(Beginning of Extracted information)

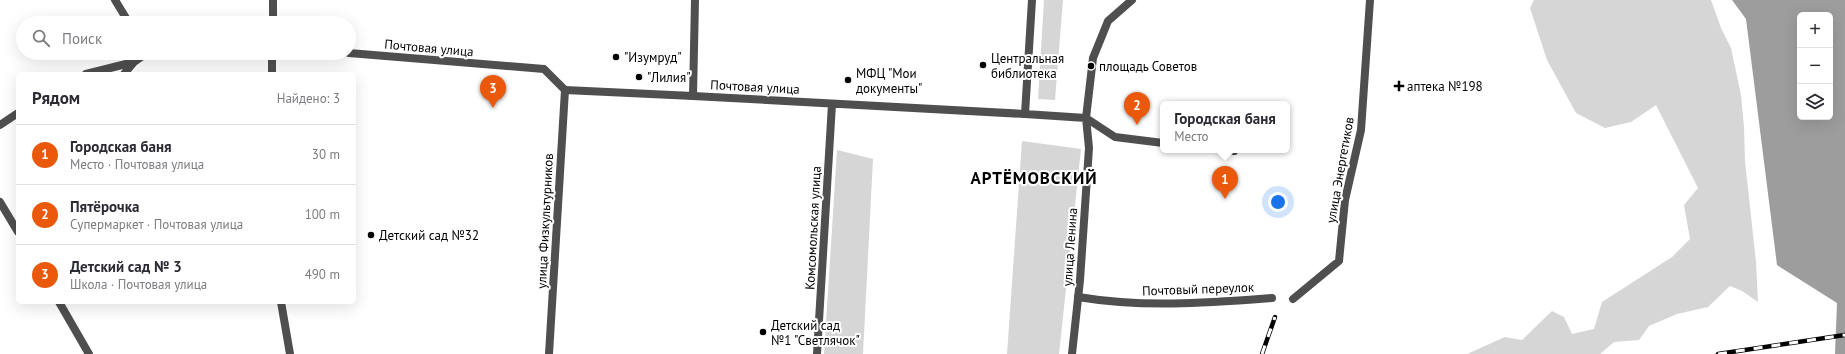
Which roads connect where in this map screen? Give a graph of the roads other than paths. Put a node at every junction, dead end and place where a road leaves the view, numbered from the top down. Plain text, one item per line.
1 (115, 0) edge
2 (273, 0) edge
3 (695, 0) edge
4 (1032, 0) edge
5 (1132, 0) edge
6 (1370, 0) edge
7 (125, 16) edge
8 (273, 16) edge
9 (356, 54) edge
10 (137, 60) edge
11 (272, 60) edge
12 (134, 62) junction
13 (94, 72) edge
14 (126, 72) edge
15 (272, 72) edge
16 (565, 90) junction
17 (693, 96) junction
18 (832, 104) junction
19 (16, 114) edge
20 (1025, 114) junction
21 (1086, 118) junction
22 (0, 125) edge
23 (1160, 143) edge
24 (0, 202) edge
25 (16, 229) edge
26 (1078, 297) junction
27 (1272, 298) dead end
28 (1294, 299) dead end
29 (60, 304) edge
30 (281, 304) edge
31 (89, 354) edge
32 (290, 354) edge
33 (549, 354) edge
34 (817, 354) edge
35 (1072, 354) edge

1 - 7 street
2 - 8 street
3 - 17 street
4 - 20 street
5 - 21 street, улица Ленина
6 - 28 street, улица Энергетиков
9 - 16 street, Почтовая улица
10 - 12 street
11 - 15 street
12 - 13 street
12 - 14 street
16 - 17 street, Почтовая улица
16 - 33 street, улица Физкультурников
17 - 18 street, Почтовая улица
18 - 20 street, Почтовая улица
18 - 34 street, Комсомольская улица
19 - 22 street
20 - 21 street, Почтовая улица
21 - 23 street, Почтовая улица
21 - 26 street, улица Ленина
24 - 25 street
26 - 27 street, Почтовый переулок
26 - 35 street, улица Ленина
29 - 31 street
30 - 32 street

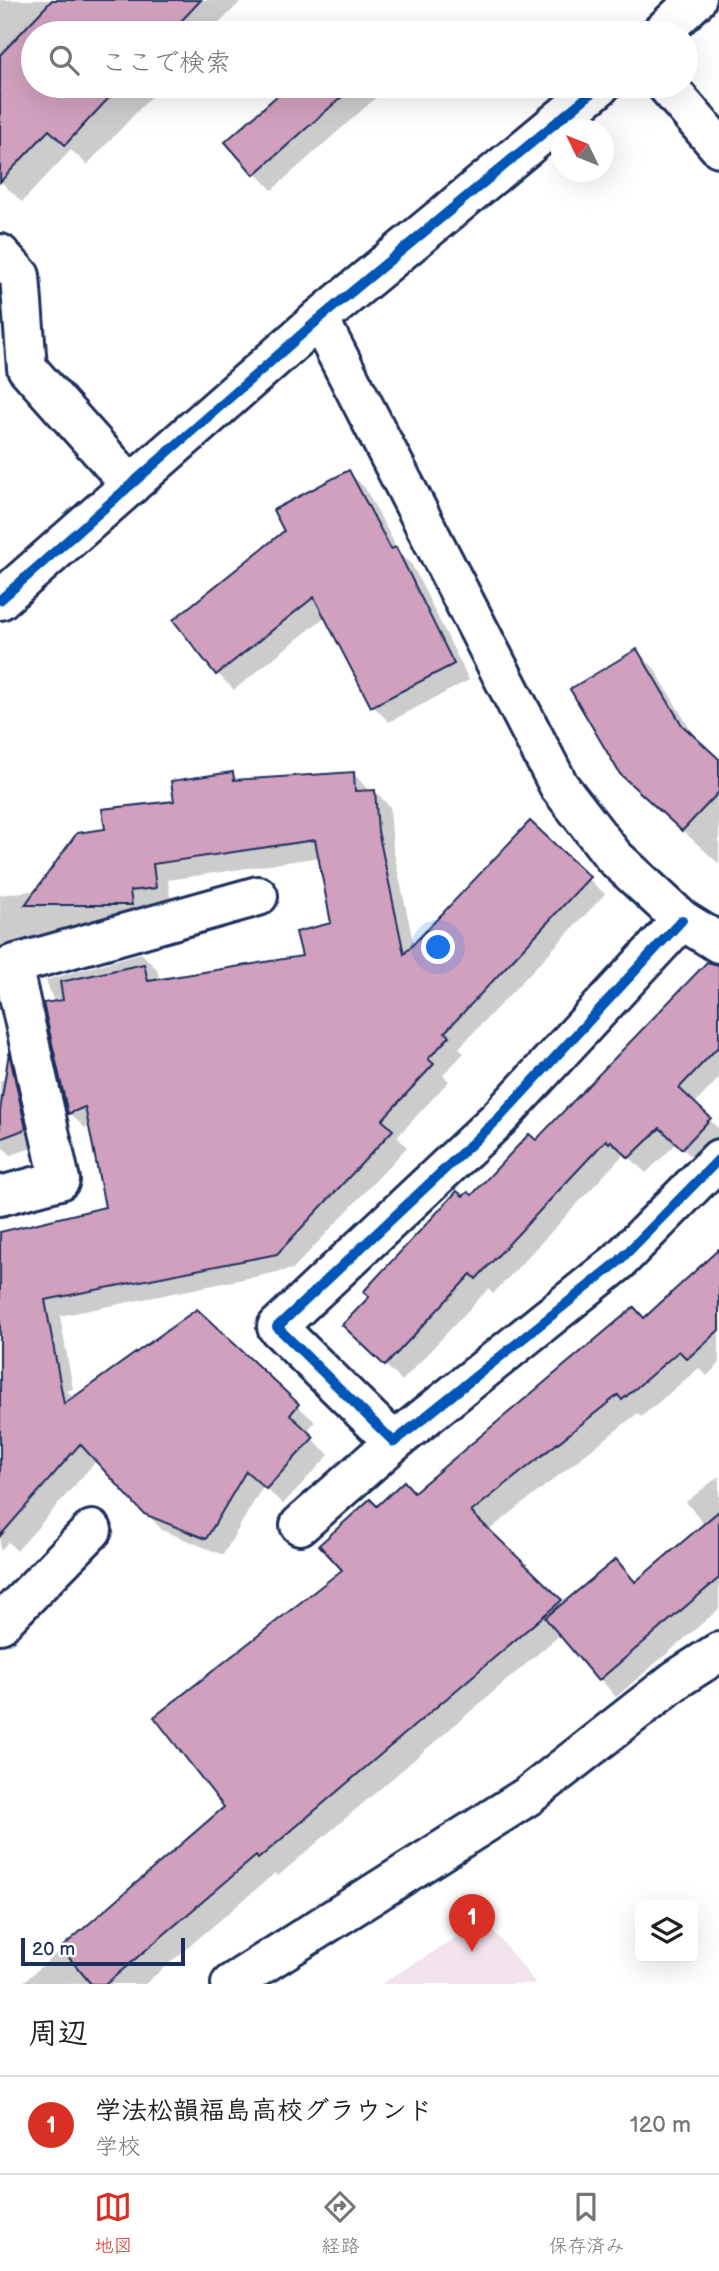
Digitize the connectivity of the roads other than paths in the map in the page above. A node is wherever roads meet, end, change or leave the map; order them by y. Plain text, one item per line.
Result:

(End of Extracted information)

__Exercise__:
Quote exactly what appears from the line containing "Digitize the connectivity" through the final line of the listing above, including both of those lines.

__Solution to the problem__:
Digitize the connectivity of the roads other than paths in the map in the page above. A node is wherever roads meet, end, change or leave the map; order them by y. Plain text, one item per line.
Result:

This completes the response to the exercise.